In opening statements, Eric Thornberg, CEO of SJW, offered a mea culpa for falling short during the first merger attempt and failing to appreciate PURA’s reservations surrounding the deal.
“I accept the responsibility for not getting it right, nor understanding the depths of your concerns,” Thornberg told regulators. “When we read the final decision we realized how far off we were.”
Thornberg said SJW and Connecticut Water retained outside counsel to determine if there was still a path forward for the two companies, and officials on both sides agreed they could satisfy PURA’s requirements for a successful and mutually beneficial buyout.
Connecticut Water President David C. Benoit said the initial proposal lacked specificity about how the combined companies would be managed.
This time, Benoit said, the two utilities have laid out a slew of legally binding commitments to fully illustrate the value of the acquisition, including a customer bill credit, a freeze on base rates until January 2021, an expansion of the water supplier’s customer assistance program, and a pledge not to recover merger-related costs from consumers.
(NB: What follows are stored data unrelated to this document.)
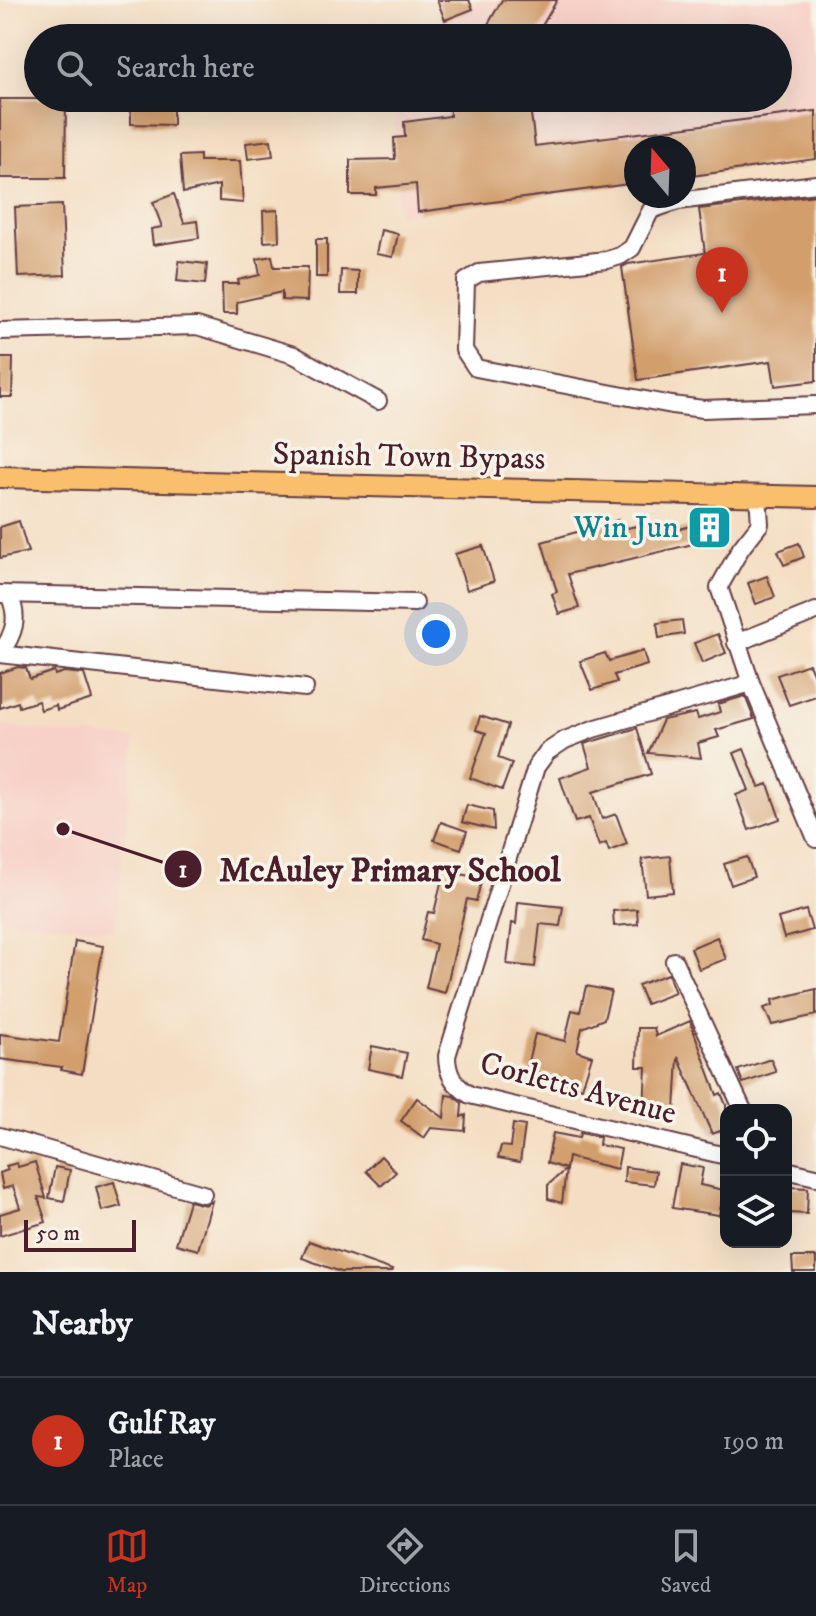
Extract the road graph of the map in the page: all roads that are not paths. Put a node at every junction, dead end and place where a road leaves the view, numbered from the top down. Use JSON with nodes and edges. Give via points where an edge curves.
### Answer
{"nodes":[{"id":1,"x":816,"y":184,"type":"edge"},
{"id":2,"x":0,"y":331,"type":"edge"},
{"id":3,"x":378,"y":401,"type":"dead end"},
{"id":4,"x":816,"y":405,"type":"edge"},
{"id":5,"x":0,"y":477,"type":"edge"},
{"id":6,"x":758,"y":495,"type":"junction"},
{"id":7,"x":816,"y":497,"type":"edge"},
{"id":8,"x":5,"y":594,"type":"edge"},
{"id":9,"x":415,"y":603,"type":"dead end"},
{"id":10,"x":816,"y":611,"type":"edge"},
{"id":11,"x":736,"y":643,"type":"junction"},
{"id":12,"x":0,"y":654,"type":"edge"},
{"id":13,"x":751,"y":683,"type":"junction"},
{"id":14,"x":305,"y":688,"type":"dead end"},
{"id":15,"x":816,"y":839,"type":"edge"},
{"id":16,"x":674,"y":961,"type":"dead end"},
{"id":17,"x":740,"y":1104,"type":"edge"},
{"id":18,"x":0,"y":1136,"type":"edge"},
{"id":19,"x":720,"y":1155,"type":"edge"},
{"id":20,"x":792,"y":1171,"type":"edge"},
{"id":21,"x":816,"y":1177,"type":"edge"},
{"id":22,"x":203,"y":1194,"type":"dead end"}],
"edges":[{"from":1,"to":4,"type":"street","via":[[678,201],[651,210],[632,248],[607,260],[479,273],[466,281],[464,350],[476,368],[672,405]]},
{"from":2,"to":3,"type":"street","via":[[197,326],[294,355]]},
{"from":5,"to":6,"type":"main road","name":"Spanish Town Bypass"},
{"from":6,"to":7,"type":"main road","name":"Spanish Town Bypass"},
{"from":6,"to":11,"type":"street","via":[[760,524],[719,587]]},
{"from":8,"to":9,"type":"street"},
{"from":8,"to":12,"type":"street","via":[[15,619],[14,634]]},
{"from":10,"to":11,"type":"street"},
{"from":11,"to":13,"type":"street"},
{"from":12,"to":14,"type":"street"},
{"from":13,"to":15,"type":"street"},
{"from":13,"to":19,"type":"street","name":"Corletts Avenue","via":[[593,729],[547,752],[536,767],[447,1056],[451,1078],[470,1095]]},
{"from":16,"to":17,"type":"street"},
{"from":18,"to":22,"type":"street"},
{"from":20,"to":21,"type":"street"}]}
These promises, Benoit said, are meant to ensure “immediate and long-term benefits” for customers and safeguard the best interests of Connecticut.
SJW, which owns water suppliers in California and Texas, first attempted to purchase Connecticut Water last year, but PURA blocked the merger in a December ruling that raised concerns about Connecticut Water’s continued autonomy under a new corporate parent.
Regulators also faulted the two companies for, in their view, failing to clearly articulate how the acquisition would benefit consumers, a point that reemerged as members of the public were invited to give their testimony before PURA commissioners.
Paul Zagorsky, a New Britain resident and member of the conservationist nonprofit Save Our Watersheds CT, accused the would-be partners of making insignificant changes to its purchase agreement designed to enhance “curb appeal.”
“I looked at the first application to go around, I looked at the second, and I really haven’t seen a lot of changes,” Zagorsky said. “It’s kind of, we’re going to dress it up, we’ll make some cosmetic changes to it and therefore everything’s OK. The bottom line is, the package is the same, the dressing is different.”
Invoking precedents ranging from the 1,485-year-old Code of Justinian to a 1983 California Supreme Court case concerning appropriative water rights, Zagorsky said the two companies had failed to square their vision with the doctrine of the public trust, which holds that no entity owns water, only the right to transport it.
“It’s not that (mentions of the public trust) are sorely lacking, there is absolutely no reference to it,” he said.
Keith Ainsworth, a lawyer representing the Rivers Alliance of Connecticut, told regulators that the buyout requires more protections to ensure that drinking water and freshwater streams and habitats are not compromised. The members of the Rivers Alliance would also like to see a member of a nonprofit conservation group appointed to a position on the combined company’s board of directors, Ainsworth noted.
“We need someone who is looking out for the public interest from a nonprofit perspective as opposed to for-profit,” he said.
The Rivers Alliance of Connecticut has made an application to intervene in the proceedings, Ainsworth added. Such status would give the organization the right to be heard by PURA as the state continues its review of the new merger proposal.
Regulators said they would reconvene hearings in the case starting on May 22.